Migrant tenant checks could lead to discrimination
The head of a prominent regional lettings agency says the new immigration act being trialled in the Midlands from today, and possibly nationwide next year, could lead to agents accidentally discriminating.
It will also mean landlords will rely increasingly on agents who may have to change procedures to cope with the additional workload.
Under the Act, agents will be required to make ID checks to establish the immigration status of all prospective adult occupiers before a residential tenancy agreement is granted. Records will need to be kept for 12 months after the end of the tenancy.
Fran Mulhall, operations and lettings manager of GFW Letting in Newcastle upon Tyne, fears “the immigration check is going to prove too much of a minefield for landlords and agents alike.”
She says neither an agent nor a landlord is a skilled border control officer. “It is likely that the only immigration document that they’re familiar with is a British passport. Many British people, however, do not have a passport and for those tenants who don’t this will create an added difficulty for landlords and almost certainly result in acts of discrimination where the landlord, or agent, chooses to be safe rather than sorry and be penalised financially.”

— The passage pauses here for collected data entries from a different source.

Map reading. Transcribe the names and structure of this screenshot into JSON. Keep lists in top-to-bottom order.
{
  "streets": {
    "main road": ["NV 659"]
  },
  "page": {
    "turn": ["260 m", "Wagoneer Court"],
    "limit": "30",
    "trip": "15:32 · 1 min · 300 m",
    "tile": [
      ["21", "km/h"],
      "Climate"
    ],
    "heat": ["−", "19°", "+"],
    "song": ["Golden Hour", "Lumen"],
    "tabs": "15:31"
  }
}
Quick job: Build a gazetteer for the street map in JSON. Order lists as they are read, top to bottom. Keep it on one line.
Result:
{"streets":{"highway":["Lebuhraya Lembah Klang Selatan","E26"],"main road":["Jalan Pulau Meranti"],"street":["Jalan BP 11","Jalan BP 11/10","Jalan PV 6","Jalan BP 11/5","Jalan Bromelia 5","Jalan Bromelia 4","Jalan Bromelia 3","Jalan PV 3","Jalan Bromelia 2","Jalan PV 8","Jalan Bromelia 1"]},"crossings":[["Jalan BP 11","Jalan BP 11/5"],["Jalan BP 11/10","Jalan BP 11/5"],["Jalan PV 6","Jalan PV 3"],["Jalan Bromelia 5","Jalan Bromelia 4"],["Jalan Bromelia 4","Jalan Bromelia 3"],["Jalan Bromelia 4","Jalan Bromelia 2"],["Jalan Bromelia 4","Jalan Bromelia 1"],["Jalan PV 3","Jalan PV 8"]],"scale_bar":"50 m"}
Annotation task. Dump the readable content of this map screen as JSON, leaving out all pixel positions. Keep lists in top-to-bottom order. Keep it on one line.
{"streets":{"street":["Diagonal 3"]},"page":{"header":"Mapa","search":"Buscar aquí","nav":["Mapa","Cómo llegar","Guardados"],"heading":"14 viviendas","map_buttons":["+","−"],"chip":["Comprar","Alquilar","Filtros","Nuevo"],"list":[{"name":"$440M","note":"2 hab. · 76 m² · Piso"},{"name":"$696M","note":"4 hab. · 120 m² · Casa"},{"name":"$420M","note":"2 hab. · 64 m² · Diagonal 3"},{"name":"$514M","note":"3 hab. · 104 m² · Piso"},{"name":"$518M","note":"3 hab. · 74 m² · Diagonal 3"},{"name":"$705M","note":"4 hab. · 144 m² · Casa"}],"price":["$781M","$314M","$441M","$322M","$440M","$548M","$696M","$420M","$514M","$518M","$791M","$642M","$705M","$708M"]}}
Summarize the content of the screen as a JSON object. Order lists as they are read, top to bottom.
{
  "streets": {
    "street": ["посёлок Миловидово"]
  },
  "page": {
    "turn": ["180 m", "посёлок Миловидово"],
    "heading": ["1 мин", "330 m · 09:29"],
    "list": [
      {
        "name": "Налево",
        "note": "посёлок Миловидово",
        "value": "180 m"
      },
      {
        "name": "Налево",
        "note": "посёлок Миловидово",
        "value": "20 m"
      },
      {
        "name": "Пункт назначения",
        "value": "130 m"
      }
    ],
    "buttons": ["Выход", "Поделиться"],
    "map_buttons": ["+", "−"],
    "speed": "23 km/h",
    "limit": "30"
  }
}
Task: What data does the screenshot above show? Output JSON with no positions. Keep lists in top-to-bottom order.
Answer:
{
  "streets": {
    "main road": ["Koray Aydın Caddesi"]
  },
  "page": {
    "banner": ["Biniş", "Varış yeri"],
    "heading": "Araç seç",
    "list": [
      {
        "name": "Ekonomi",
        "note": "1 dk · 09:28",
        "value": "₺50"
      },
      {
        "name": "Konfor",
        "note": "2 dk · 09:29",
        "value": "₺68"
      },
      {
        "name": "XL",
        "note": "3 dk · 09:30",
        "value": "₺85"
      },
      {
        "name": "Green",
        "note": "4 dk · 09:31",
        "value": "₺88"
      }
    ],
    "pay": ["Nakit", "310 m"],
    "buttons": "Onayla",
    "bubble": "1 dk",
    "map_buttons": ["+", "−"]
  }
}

She says it is therefore easy to see how many legitimate tenants, including foreign nationals and ethnic minorities, could be discriminated against if their status is unclear.
“With 1.4 million private landlords in the UK, it is unlikely that Home Office employees are going to be able to deal with the checks as quickly as landlords require them - mounting more pressure on landlords as empty properties means empty pockets” Mulhall warns.
“[This] could lead to legal immigrants and vulnerable groups of society to be forced to use unscrupulous landlords or agents if they are not verified correctly - thus having the opposite effect of what we want to achieve” she warns.